Interview by Jodie Elrod

As left atrial appendage occlusion (LAAO) rapidly expands in both volume and technical sophistication, a major shift is underway in how electrophysiologists and structural heart teams guide these procedures. Increasingly, 3-dimensional (3D) intracardiac echocardiography (ICE) is emerging as a compelling alternative—and in some centers, a preferred option—to traditional transesophageal echocardiography (TEE). In this interview, EP Lab Digest speaks with Dr. Andrew M. Goldsweig, coauthor of the Society for Cardiovascular Angiography & Interventions (SCAI) Position Statement on ICE to Guide Structural Heart Disease Interventions,¹ to explore the real-world advantages of 3D ICE, what an optimal ICE-guided LAAO workflow looks like, why clinicians are adopting this imaging strategy, and how ICE may reshape structural and electrophysiology (EP) practice in the years ahead.

For LAAO cases specifically, when you look at current 3D ICE catheters versus classic 3D TEE, what do you see as the practical advantages—sedation strategy, patient selection, imaging windows, and procedure time—that would make a center seriously consider an ‘ICE-first’ approach rather than TEE by default?

ICE guidance for LAAO offers clinical, economic, and patient preference advantages over TEE guidance. 

Clinically, ICE guidance allows avoidance of the risks of TEE (esophageal injury, dental injury) and general anesthesia (aspiration, hypotension/hypoperfusion). This advantage is especially pronounced in patients with underlying frailty, tenuous airways, pulmonary disease, esophageal disease, and challenging esophageal and tracheal anatomy for TEE and endotracheal intubation. 

Economically, ICE guidance avoids the expenses of anesthesiology and TEE providers. Furthermore, ICE guidance has been shown to reduce LAAO procedure time by an average of 27 minutes, decrease room turnover time, lower Post-Anesthesia Care Unit (PACU) utilization, shorten length of stay, and increase same-day discharge rates—each contributing to reduced overall expenses. As LAAO expands to lower-risk populations—an acceleration that is especially anticipated following the upcoming presentation of the CHAMPION-AF trial results—procedural throughput will become increasingly important. Hospitals, and likely ambulatory procedure centers, will need to perform a high volume of LAAO procedures both expediently and safely. In this setting, 3D ICE guidance will be essential for increasing procedure throughput to meet growing demand.  
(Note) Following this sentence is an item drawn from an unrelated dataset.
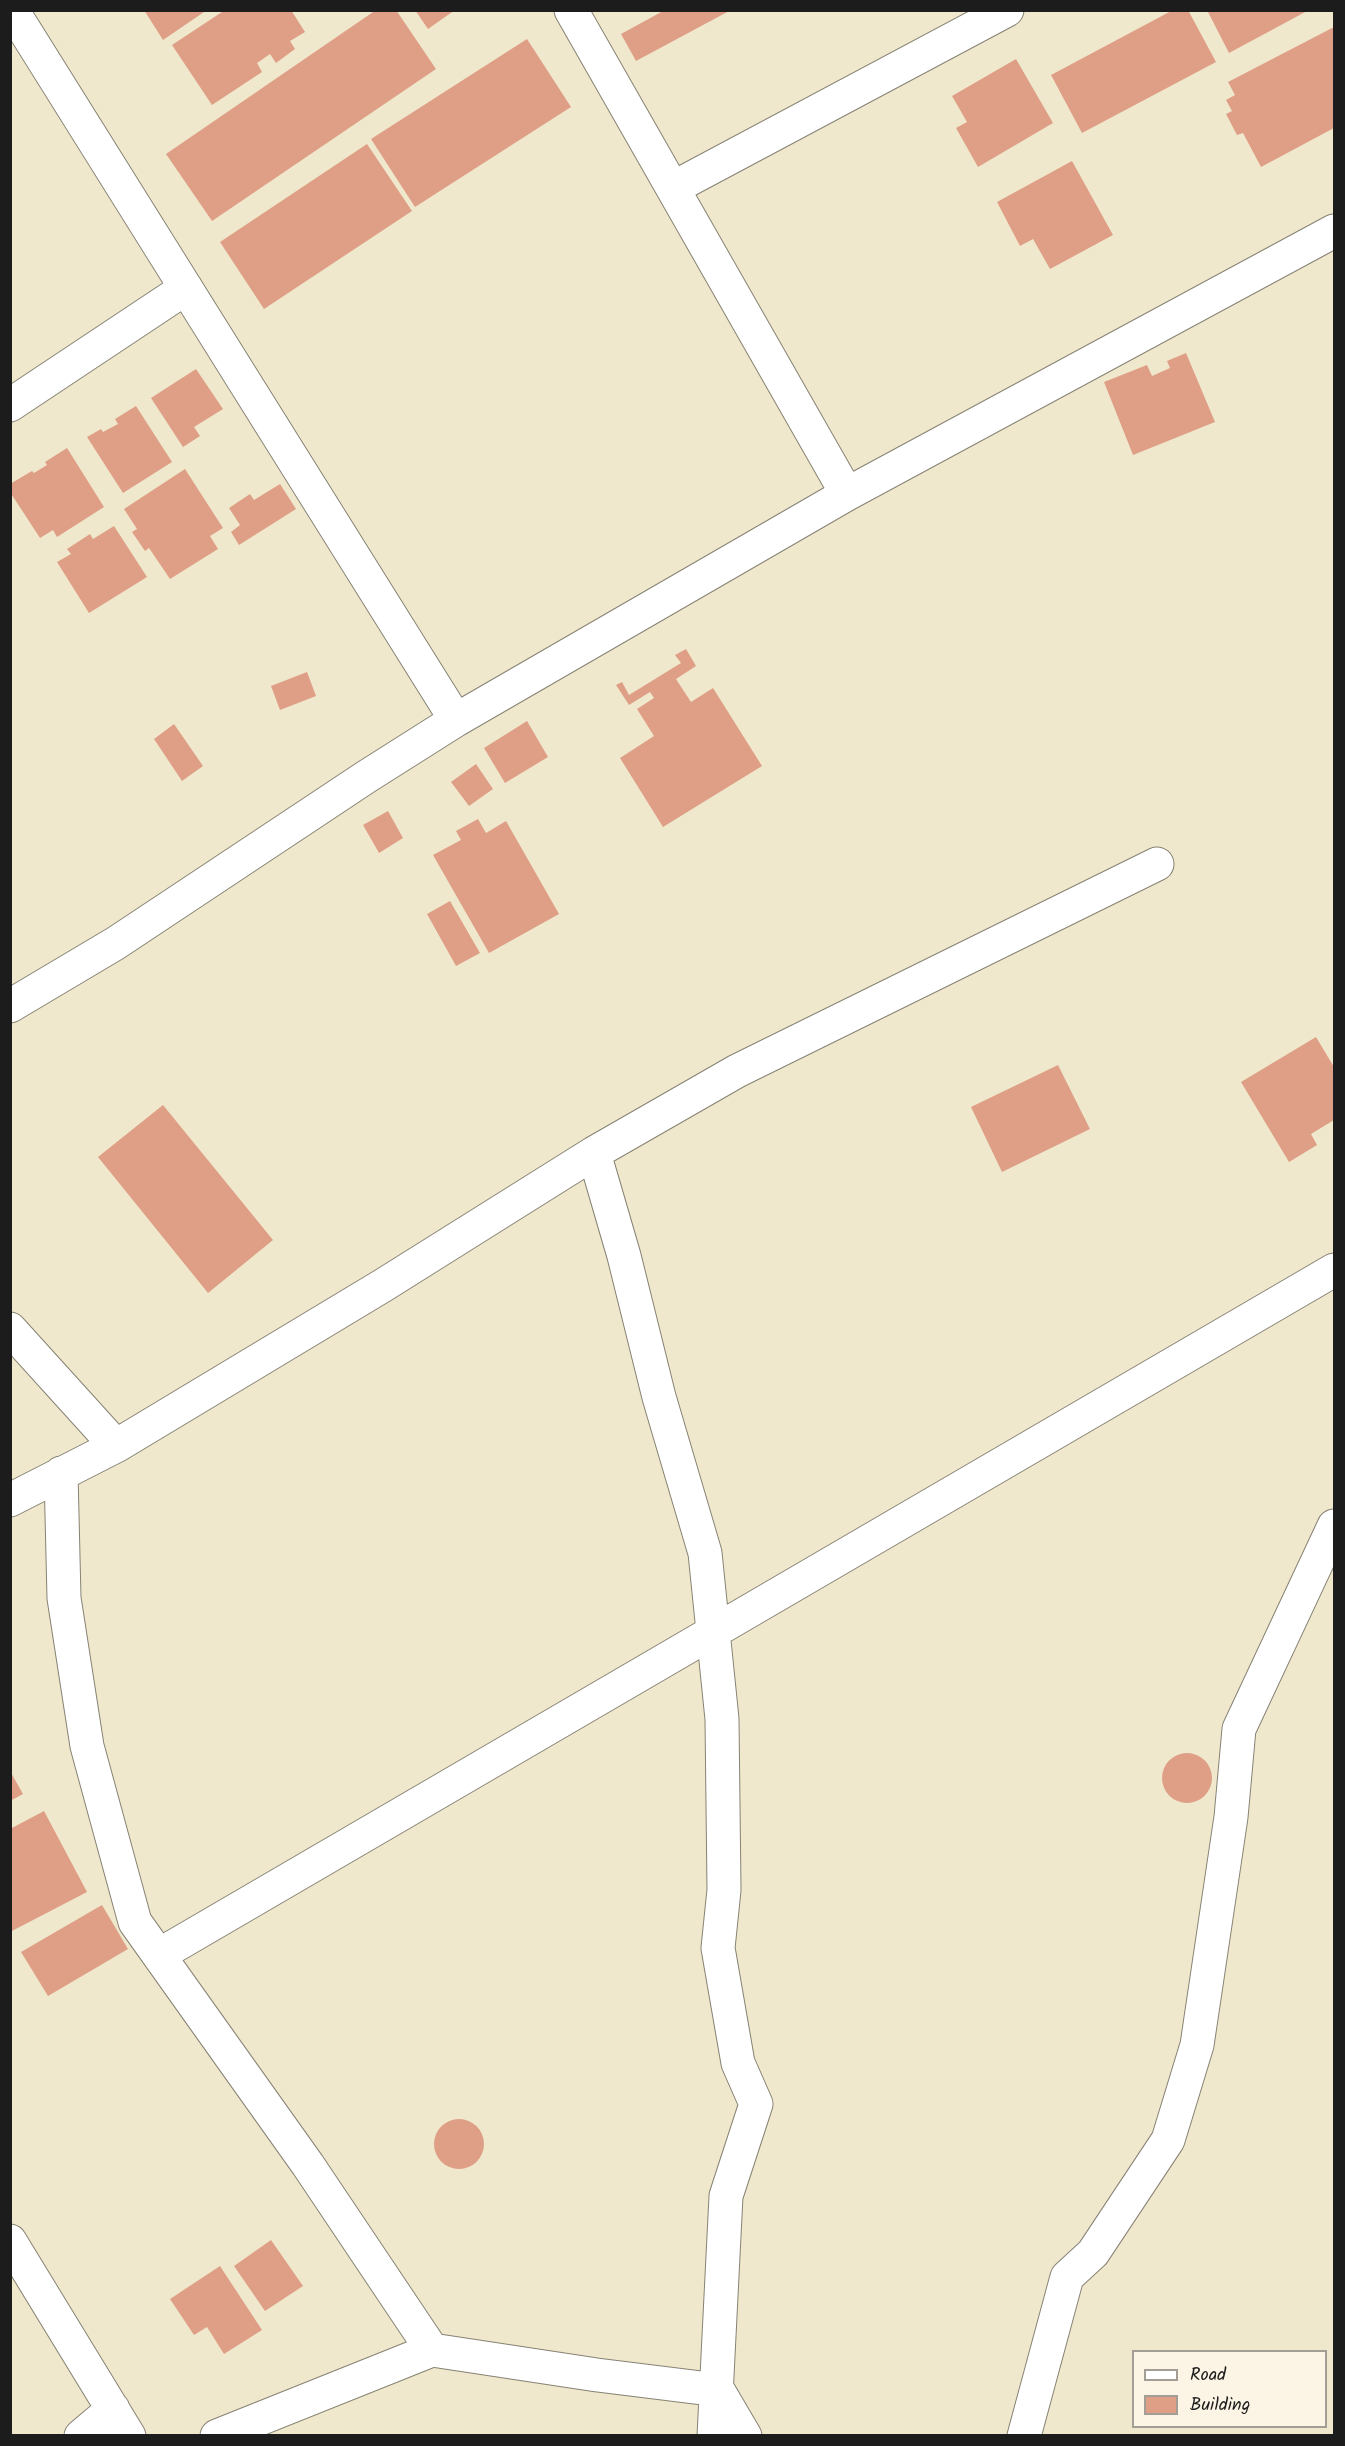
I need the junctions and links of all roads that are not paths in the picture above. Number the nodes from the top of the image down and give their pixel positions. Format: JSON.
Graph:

Lastly, patients vastly prefer conscious sedation over general anesthesia and are eager to avoid the invasiveness associated with TEE. 

Based on the workflow outlined in the SCAI Position Statement, can you describe an ideal step-by-step approach to ICE-guided LAAO—from venous access and home view, through transseptal puncture, to final device assessment—and highlight where 3D ICE meaningfully changes practice compared with 2D ICE or traditional TEE-guided procedures?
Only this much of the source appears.